The Good Enough Data System

I was describing good future data practices to a panel considering ocean science needs for 2030, and was asked a good question after the talk: What are the qualities of a 'good' data system?

Hopefully our Guides on MMI give some ideas about that question, but the Guides are really focused on metadata. And they don't put it all in a neat summary.

So here are my proposals for what makes a good data system, with suitable weasel words for the wide array of projects that need data systems.

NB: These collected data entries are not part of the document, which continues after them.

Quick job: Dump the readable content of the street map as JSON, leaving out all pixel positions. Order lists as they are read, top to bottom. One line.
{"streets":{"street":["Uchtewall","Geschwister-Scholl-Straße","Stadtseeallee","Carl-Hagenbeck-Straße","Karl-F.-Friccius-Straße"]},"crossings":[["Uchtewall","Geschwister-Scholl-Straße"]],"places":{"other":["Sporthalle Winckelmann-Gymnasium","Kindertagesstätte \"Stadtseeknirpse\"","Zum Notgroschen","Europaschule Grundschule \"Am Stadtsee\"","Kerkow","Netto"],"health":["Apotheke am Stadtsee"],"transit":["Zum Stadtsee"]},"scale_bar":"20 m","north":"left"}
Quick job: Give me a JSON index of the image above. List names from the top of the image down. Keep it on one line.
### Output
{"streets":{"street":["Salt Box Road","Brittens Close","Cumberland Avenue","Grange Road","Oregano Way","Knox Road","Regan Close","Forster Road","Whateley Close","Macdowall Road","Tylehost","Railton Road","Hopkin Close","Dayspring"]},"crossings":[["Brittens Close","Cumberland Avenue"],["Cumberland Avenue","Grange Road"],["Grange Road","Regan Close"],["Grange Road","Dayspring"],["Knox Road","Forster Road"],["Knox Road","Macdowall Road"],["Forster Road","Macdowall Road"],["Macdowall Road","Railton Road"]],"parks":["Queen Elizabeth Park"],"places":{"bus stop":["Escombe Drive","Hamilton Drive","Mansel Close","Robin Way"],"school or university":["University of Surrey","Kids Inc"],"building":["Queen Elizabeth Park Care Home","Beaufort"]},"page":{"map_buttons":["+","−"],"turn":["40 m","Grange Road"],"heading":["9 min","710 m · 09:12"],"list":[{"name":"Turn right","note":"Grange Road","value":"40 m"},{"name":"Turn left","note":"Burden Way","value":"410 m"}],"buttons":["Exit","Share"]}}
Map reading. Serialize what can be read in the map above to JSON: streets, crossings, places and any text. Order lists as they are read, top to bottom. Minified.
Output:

Principles and Functions of 'Good' Data Systems

  • Data products openly available
    • Open license to use data
    • Ready Internet access (standardized + simple ones)
  • Save original data
    • Provide access to unaltered data
    • Quality control processes flag data, not change it
  • Data sources (provenance) identified
    • Time & location of observation
    • Well-described source (sensor or software or person)
    • Data processing applied
  • Data well described
    • Data format described (syntax, including structure organization)
    • Data variables labeled
    • Data characteristics categorized (what kind of variables; what kind of structure or model)
  • Provide context for system (instruments, platforms, software) deployment and operations
    • Instrument/platform deployment information (when deployed, and on what parent platform)
    • Instrument calibration, quality assurance, test activities (before, during, after deployment)
  • Scientific and organization context
    • Observation frequency and duration (what is the observing plan?)
    • Observing team members and contacts
    • Program affiliation(s)
  • Interoperable system
    • Support standard protocols and interfaces when providing data, metadata
    • Semantic-friendly (all terms come from controlled, published vocabularies)
    • Ease of federation/collaboration/data submission

More Subtle, but Still Valuable, Characteristics

  • Data is annotatable
    • System operators, public users, and other systems can annotate data
    • Annotations are also data
  • Data system characteristics
    • Data system and data are persistent and sustainable
    • Appropriately configurable (based on how fast inputs change)
    • Appropriately scalable (based on how fast scope increases)
    • Appropriately distributable/reliable
      • absolute minimum: backups of system and data that have been tested
      • built-in redundancy in communication pipeline to save data when data (or communication) system goes down
      • for increased usage, build with multiple systems available at distributed sites (hot failover)